No hay excusa posible. Ni la buena intención, ni el supuesto “acercamiento pedagógico”,  ni la alegría festiva justifican semejante falta de respeto. La Eucaristía no se improvisa, no se  “hace aparecer”: se adora, se custodia, se recibe con temblor y amor. Colocar al Señor sobre  una mesa de plástico es, en el fondo, colocar en plástico también la fe, la devoción y la tradición  que la Iglesia ha custodiado con sangre de mártires y lágrimas de santos.

Hay tristeza, porque el corazón creyente se encoge ante tanta frivolidad. Pero también  hay santa ira: la que brota al ver ultrajado el Sacramento que es fuente y culmen de la vida  cristiana. No es exagerado hablar de profanación, pues se redujo lo sagrado al nivel de lo banal. El Señor calló en ese instante, como calló en Getsemaní y en el pretorio. Ojalá quienes fueron  testigos no se acostumbren a la banalización del Misterio. Ojalá surja un nuevo fervor de  reparación y sobreabunde el amor reverente.

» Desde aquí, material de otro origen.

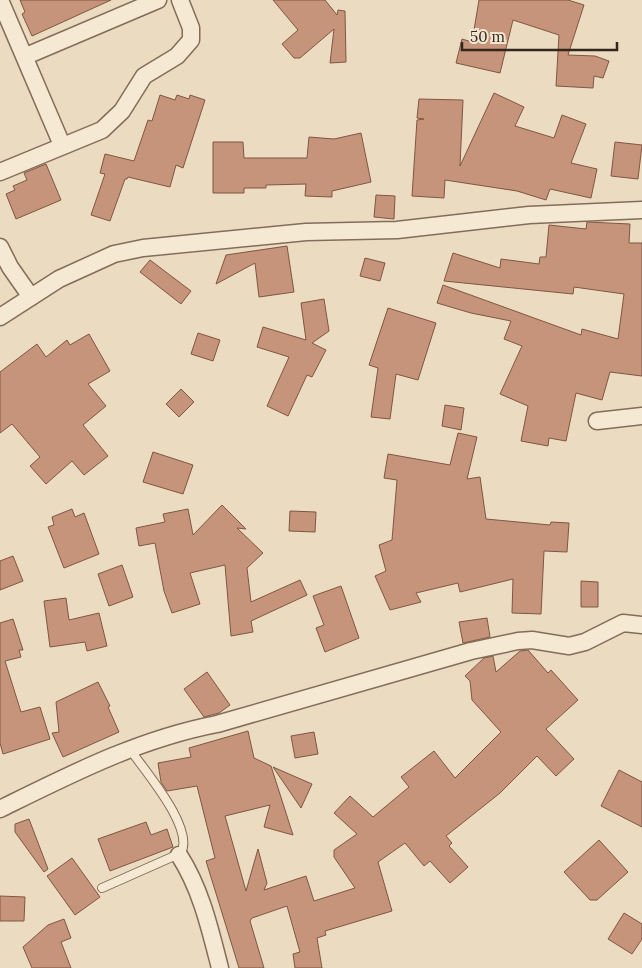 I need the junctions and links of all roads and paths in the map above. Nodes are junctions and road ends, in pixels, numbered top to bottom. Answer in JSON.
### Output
{"nodes":[{"id":1,"x":0,"y":0,"type":"edge"},
{"id":2,"x":158,"y":0,"type":"edge"},
{"id":3,"x":180,"y":0,"type":"edge"},
{"id":4,"x":26,"y":56,"type":"junction"},
{"id":5,"x":62,"y":146,"type":"junction"},
{"id":6,"x":0,"y":172,"type":"edge"},
{"id":7,"x":642,"y":210,"type":"edge"},
{"id":8,"x":0,"y":247,"type":"edge"},
{"id":9,"x":31,"y":297,"type":"junction"},
{"id":10,"x":0,"y":317,"type":"edge"},
{"id":11,"x":642,"y":416,"type":"edge"},
{"id":12,"x":597,"y":421,"type":"dead end"},
{"id":13,"x":642,"y":624,"type":"edge"},
{"id":14,"x":129,"y":748,"type":"junction"},
{"id":15,"x":0,"y":809,"type":"edge"},
{"id":16,"x":179,"y":854,"type":"junction"},
{"id":17,"x":102,"y":888,"type":"dead end"},
{"id":18,"x":220,"y":968,"type":"edge"}],
"edges":[{"from":1,"to":4,"type":"street"},
{"from":2,"to":4,"type":"street"},
{"from":3,"to":5,"type":"street"},
{"from":4,"to":5,"type":"street"},
{"from":5,"to":6,"type":"street"},
{"from":7,"to":9,"type":"street"},
{"from":8,"to":9,"type":"street"},
{"from":9,"to":10,"type":"street"},
{"from":11,"to":12,"type":"street"},
{"from":13,"to":14,"type":"street"},
{"from":14,"to":15,"type":"street"},
{"from":14,"to":16,"type":"lane"},
{"from":16,"to":17,"type":"lane"},
{"from":16,"to":18,"type":"street"}]} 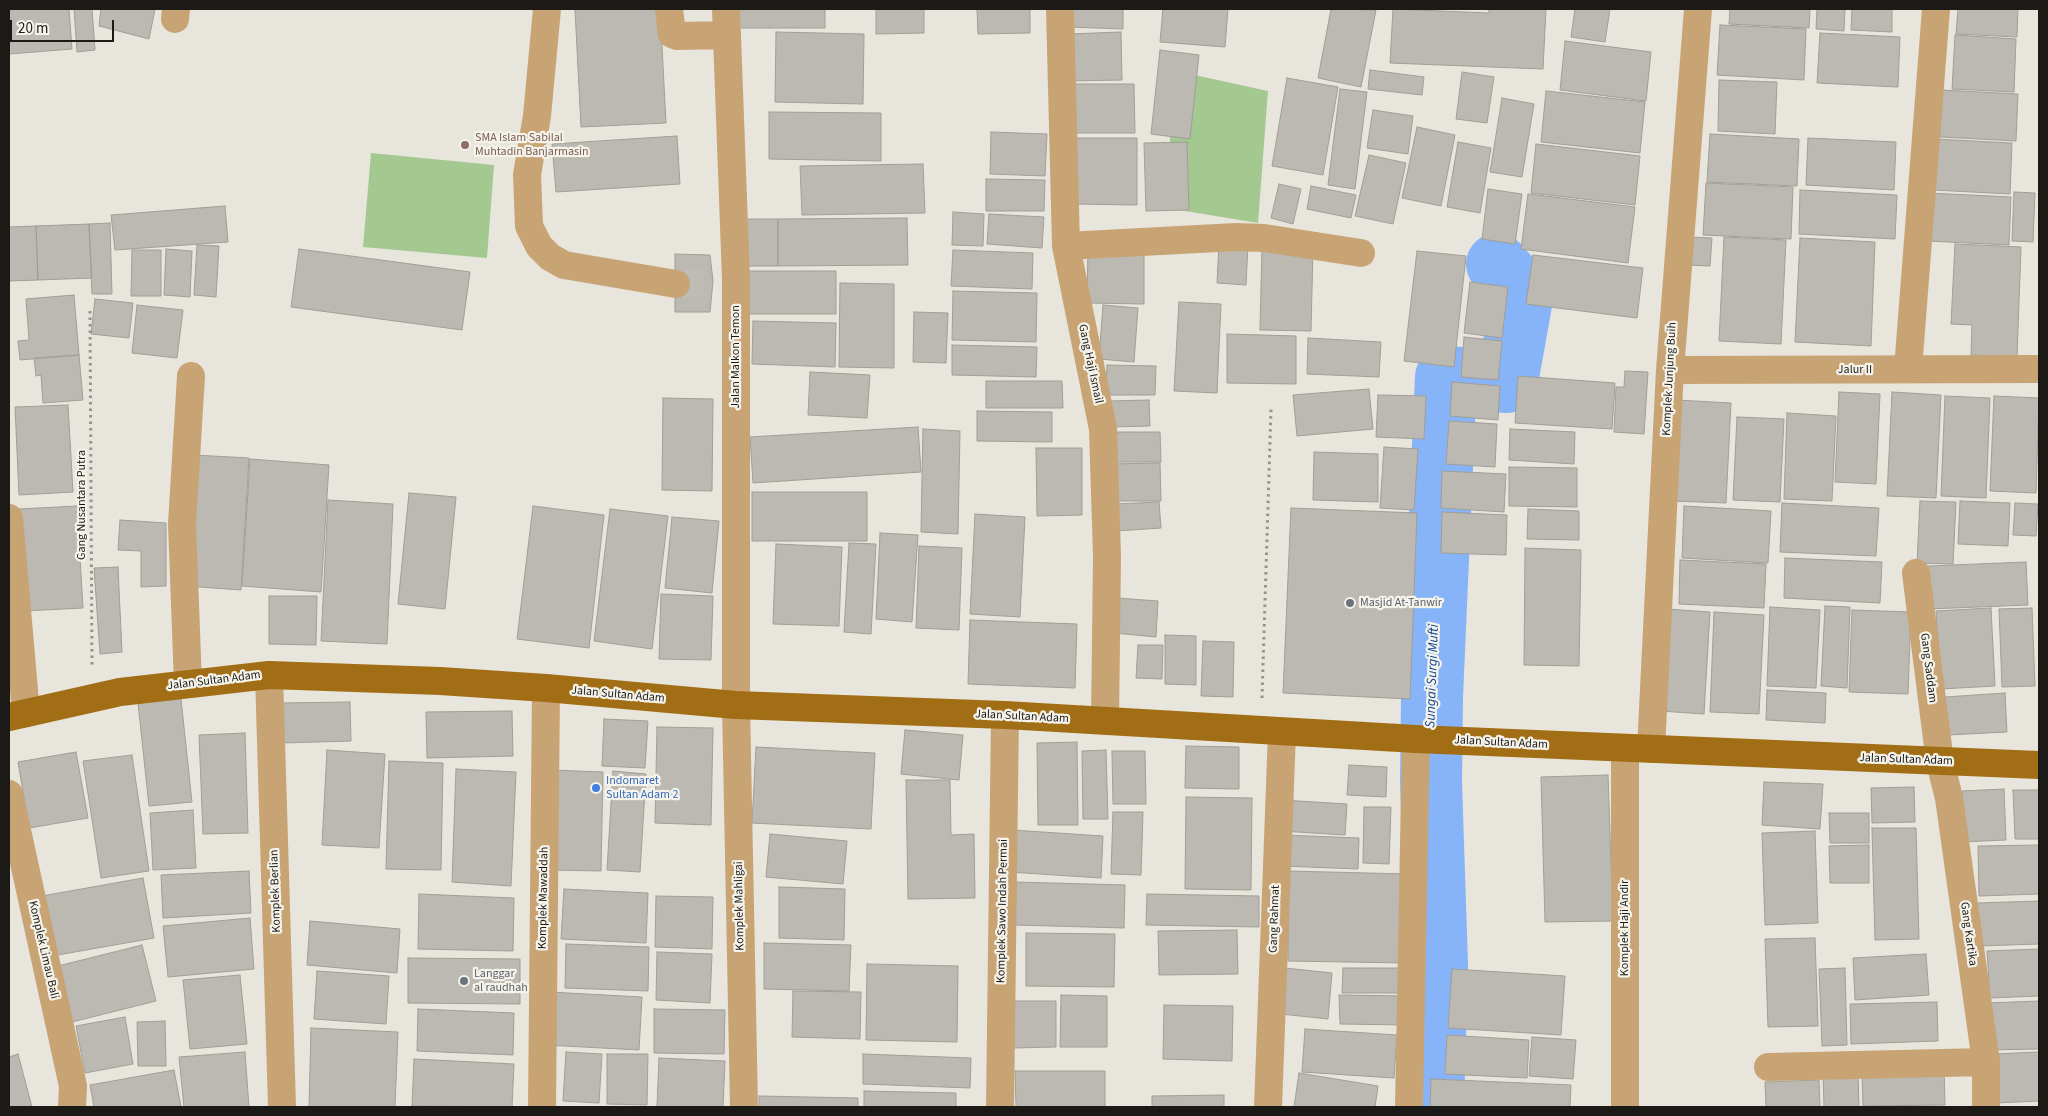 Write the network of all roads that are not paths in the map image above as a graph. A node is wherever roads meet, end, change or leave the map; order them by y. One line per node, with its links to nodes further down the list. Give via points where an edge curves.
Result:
1 (547, 9): 9 (street, via 537,116 527,175 529,226 538,246 564,265)
2 (669, 9): 6 (street, via 672,34 677,36)
3 (1060, 9): 7 (street, Gang Haji Ismail)
4 (1698, 9): 12 (street, Komplek Junjung Buih)
5 (1936, 9): 10 (street)
6 (726, 22): 19 (street, Jalan Malkon Temon, via 724,280)
7 (1066, 246): 8 (street, via 1236,237 1264,238); 22 (street, Gang Haji Ismail, via 1103,429 1107,556)
8 (1361, 253)
9 (676, 284)
10 (1908, 369): 11 (street, Jalur II); 12 (street, Jalur II)
11 (2039, 369)
12 (1670, 370): 25 (street, Komplek Junjung Buih)
13 (191, 376): 17 (street, via 182,524)
14 (9, 518): 20 (street)
15 (1916, 573): 26 (street, Gang Saddam)
16 (270, 675): 17 (main road, Jalan Sultan Adam); 18 (main road, Jalan Sultan Adam); 32 (street, Komplek Berlian)
17 (188, 684): 20 (main road, Jalan Sultan Adam, via 120,692)
18 (546, 688): 19 (main road, Jalan Sultan Adam); 33 (street, Komplek Mawaddah)
19 (736, 705): 21 (main road, Jalan Sultan Adam); 34 (street, Komplek Mahligai)
20 (17, 715)
21 (1005, 715): 22 (main road, Jalan Sultan Adam); 35 (street, Komplek Sawo Indah Permai)
22 (1105, 721): 23 (main road, Jalan Sultan Adam)
23 (1271, 731): 24 (main road, Jalan Sultan Adam); 36 (street, Gang Rahmat)
24 (1418, 739): 25 (main road, Jalan Sultan Adam); 37 (street)
25 (1638, 749): 26 (main road, Jalan Sultan Adam); 38 (street, Komplek Haji Andir)
26 (1940, 762): 27 (main road, Jalan Sultan Adam); 29 (street, Gang Kartika, via 1949,798)
27 (2039, 766)
28 (9, 794): 31 (street, Komplek Limau Bali, via 73,1086)
29 (1986, 1062): 30 (street); 39 (street, Gang Kartika)
30 (1768, 1067)
31 (72, 1107)
32 (282, 1107)
33 (542, 1107)
34 (744, 1107)
35 (1000, 1107)
36 (1268, 1107)
37 (1410, 1107)
38 (1625, 1107)
39 (1986, 1107)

Ante semejante ultraje, no basta con indignarse: urge reparar. San Pedro Julián Eymard nos enseñaba que “la reparación es el deber de los amigos fieles cuando el Amigo divino es  olvidado o despreciado”. Por eso, a todo fiel que ama la Eucaristía le corresponde ofrecer actos  de desagravio: adoraciones prolongadas, horas santas, comuniones reparadoras, súplicas  silenciosas que devuelvan al Señor lo que se le negó en aquel momento. Levantemos altares  interiores de reverencia y de fe. No dejemos que se mansille la Presencia Real de Nuestro  Señor. Sólo así responderemos con fidelidad a Cristo humillado en el Sacramento de su amor.